■ Goal of the exercise:
What lines in the records below include the word "numbered"? Return each one.

■ Collected data:
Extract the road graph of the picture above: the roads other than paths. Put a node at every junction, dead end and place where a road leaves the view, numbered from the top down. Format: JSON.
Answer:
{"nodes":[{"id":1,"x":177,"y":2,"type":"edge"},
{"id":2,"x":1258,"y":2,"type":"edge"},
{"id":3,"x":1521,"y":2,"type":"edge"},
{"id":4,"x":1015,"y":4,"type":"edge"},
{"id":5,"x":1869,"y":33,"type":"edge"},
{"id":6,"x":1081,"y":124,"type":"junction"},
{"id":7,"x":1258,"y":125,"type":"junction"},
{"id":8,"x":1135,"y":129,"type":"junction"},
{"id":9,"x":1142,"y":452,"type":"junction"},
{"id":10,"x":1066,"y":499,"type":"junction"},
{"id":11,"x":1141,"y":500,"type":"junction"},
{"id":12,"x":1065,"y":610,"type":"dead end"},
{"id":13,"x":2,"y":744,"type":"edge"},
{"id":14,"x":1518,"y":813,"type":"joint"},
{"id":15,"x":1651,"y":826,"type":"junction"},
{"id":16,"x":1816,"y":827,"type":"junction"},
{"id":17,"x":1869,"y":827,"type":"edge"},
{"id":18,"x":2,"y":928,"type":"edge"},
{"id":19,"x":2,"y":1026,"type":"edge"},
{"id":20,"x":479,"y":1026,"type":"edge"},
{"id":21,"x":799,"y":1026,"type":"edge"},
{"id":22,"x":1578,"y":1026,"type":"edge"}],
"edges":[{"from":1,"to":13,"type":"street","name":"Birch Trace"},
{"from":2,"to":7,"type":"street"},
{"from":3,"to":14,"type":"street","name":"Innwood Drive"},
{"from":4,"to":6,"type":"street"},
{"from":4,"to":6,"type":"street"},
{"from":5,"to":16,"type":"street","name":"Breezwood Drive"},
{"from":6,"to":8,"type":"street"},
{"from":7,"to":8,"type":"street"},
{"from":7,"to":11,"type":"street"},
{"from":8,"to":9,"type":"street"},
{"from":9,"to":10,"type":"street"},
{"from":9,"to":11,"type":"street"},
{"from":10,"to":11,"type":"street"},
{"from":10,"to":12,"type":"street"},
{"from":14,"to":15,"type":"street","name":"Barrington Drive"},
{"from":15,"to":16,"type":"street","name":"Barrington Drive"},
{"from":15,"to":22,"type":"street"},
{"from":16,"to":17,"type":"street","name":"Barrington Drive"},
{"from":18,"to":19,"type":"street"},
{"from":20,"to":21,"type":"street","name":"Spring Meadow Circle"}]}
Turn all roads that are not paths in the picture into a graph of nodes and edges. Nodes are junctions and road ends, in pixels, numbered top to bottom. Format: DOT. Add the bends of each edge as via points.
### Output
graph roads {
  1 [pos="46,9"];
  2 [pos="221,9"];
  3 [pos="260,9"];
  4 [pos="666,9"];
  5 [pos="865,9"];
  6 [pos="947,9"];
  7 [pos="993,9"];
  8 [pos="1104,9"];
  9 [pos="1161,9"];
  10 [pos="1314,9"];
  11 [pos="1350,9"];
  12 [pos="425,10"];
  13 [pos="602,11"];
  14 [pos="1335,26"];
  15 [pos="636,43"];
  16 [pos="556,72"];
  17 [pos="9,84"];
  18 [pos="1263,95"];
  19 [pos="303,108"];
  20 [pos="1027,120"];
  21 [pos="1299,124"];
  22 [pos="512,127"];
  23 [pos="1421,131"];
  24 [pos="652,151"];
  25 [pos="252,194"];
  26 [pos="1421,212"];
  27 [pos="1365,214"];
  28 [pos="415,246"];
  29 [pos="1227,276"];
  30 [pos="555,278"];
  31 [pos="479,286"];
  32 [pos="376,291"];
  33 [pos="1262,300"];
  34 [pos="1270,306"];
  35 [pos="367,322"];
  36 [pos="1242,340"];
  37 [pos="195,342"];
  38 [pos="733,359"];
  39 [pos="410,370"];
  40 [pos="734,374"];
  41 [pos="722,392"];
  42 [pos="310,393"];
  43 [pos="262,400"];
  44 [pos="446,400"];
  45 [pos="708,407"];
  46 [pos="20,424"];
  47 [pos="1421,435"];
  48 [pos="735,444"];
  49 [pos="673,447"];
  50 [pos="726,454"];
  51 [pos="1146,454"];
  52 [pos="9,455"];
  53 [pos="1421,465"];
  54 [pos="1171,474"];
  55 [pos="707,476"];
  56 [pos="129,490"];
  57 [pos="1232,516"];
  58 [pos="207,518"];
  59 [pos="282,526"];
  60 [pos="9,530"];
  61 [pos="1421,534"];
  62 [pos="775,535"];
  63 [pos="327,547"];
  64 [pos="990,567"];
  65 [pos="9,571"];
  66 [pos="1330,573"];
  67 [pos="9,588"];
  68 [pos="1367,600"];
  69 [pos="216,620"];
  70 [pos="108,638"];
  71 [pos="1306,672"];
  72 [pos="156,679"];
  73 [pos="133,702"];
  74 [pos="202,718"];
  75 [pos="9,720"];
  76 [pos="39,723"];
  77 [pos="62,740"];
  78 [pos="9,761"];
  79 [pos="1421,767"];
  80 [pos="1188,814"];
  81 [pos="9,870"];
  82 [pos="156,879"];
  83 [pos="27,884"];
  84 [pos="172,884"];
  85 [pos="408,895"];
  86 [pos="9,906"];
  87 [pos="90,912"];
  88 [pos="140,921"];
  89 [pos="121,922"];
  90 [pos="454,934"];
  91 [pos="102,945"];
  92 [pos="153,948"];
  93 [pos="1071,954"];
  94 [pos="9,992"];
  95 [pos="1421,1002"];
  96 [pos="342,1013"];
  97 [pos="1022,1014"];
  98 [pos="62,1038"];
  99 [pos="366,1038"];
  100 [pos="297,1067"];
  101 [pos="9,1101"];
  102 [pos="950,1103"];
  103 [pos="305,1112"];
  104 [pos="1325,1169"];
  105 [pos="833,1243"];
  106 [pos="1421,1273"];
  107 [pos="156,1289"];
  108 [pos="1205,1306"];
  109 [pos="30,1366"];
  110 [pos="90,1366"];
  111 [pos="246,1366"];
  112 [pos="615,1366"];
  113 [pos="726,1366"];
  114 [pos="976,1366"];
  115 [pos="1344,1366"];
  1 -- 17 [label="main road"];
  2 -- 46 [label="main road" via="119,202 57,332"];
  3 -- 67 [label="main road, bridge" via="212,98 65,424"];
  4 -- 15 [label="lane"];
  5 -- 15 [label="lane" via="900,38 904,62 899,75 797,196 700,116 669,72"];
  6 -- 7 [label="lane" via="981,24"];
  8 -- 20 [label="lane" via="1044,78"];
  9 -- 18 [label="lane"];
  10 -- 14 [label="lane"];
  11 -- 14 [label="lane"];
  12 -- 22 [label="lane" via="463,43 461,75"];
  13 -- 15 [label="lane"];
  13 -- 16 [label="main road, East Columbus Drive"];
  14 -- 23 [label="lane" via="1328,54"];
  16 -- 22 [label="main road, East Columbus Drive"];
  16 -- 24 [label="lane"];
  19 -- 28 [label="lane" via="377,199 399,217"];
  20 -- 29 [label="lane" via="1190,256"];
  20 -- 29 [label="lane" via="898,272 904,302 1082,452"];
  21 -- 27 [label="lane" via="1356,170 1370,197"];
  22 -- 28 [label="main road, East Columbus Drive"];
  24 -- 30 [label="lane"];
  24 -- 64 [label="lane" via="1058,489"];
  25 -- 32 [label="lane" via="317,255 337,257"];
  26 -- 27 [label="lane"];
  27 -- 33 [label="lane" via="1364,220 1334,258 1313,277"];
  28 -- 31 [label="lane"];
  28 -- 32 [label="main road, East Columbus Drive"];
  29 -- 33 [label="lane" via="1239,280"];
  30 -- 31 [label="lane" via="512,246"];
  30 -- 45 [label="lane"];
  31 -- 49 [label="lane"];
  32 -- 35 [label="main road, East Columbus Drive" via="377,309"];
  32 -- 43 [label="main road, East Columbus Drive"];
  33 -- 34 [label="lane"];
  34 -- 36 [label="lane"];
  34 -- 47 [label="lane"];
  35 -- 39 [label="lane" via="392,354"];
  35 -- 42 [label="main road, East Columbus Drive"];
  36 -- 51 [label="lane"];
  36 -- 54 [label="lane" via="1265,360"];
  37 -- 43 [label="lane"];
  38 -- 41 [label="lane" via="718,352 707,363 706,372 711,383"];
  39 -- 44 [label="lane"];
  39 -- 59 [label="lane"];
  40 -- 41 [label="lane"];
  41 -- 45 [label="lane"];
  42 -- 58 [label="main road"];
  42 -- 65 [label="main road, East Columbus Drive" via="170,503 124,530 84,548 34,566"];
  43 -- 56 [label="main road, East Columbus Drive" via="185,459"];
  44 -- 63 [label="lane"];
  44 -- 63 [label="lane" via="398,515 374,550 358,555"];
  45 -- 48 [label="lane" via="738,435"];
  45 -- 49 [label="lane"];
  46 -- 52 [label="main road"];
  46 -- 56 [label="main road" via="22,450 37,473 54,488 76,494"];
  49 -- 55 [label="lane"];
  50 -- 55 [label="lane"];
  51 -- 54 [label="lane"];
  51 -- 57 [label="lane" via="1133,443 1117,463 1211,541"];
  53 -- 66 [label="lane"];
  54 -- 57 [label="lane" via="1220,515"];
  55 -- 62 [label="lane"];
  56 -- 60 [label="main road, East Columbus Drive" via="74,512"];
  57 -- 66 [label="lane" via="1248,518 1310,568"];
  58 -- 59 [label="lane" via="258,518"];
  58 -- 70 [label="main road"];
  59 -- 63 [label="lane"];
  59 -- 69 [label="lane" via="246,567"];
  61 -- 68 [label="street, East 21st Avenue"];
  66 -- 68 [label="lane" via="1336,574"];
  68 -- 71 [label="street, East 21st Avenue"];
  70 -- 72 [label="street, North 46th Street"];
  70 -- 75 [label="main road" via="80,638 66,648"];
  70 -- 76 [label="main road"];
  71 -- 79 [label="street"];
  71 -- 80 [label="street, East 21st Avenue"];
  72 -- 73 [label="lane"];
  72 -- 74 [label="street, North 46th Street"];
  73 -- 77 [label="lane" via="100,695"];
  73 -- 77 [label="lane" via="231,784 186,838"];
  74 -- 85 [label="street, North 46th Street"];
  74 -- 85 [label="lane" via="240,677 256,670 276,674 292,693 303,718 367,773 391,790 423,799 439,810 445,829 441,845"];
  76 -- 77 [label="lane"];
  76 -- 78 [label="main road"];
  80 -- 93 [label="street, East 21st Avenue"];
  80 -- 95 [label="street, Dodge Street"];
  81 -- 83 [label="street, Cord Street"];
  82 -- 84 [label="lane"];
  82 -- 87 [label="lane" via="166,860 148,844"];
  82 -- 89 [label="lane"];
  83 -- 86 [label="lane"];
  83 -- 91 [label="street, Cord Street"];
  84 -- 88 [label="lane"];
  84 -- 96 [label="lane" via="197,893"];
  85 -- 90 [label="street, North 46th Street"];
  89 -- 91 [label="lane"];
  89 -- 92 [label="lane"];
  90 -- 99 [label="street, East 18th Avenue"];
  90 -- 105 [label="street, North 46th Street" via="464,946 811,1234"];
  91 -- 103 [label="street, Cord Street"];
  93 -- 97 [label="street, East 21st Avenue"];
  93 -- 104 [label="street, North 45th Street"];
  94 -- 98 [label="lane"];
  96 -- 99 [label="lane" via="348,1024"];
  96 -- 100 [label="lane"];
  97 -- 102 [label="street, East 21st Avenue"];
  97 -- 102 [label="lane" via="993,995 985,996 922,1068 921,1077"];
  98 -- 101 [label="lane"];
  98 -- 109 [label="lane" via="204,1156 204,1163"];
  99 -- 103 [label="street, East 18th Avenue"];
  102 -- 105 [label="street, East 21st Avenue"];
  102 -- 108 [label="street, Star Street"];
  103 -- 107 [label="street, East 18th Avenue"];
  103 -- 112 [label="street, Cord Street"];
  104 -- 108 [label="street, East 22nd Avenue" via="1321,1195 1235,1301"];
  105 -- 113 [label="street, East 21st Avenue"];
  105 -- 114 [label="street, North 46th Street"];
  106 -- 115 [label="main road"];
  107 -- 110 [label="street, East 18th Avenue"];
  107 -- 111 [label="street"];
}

■ Response to this task:
Extract the road graph of the picture above: the roads other than paths. Put a node at every junction, dead end and place where a road leaves the view, numbered from the top down. Format: JSON.
Turn all roads that are not paths in the picture into a graph of nodes and edges. Nodes are junctions and road ends, in pixels, numbered top to bottom. Format: DOT. Add the bends of each edge as via points.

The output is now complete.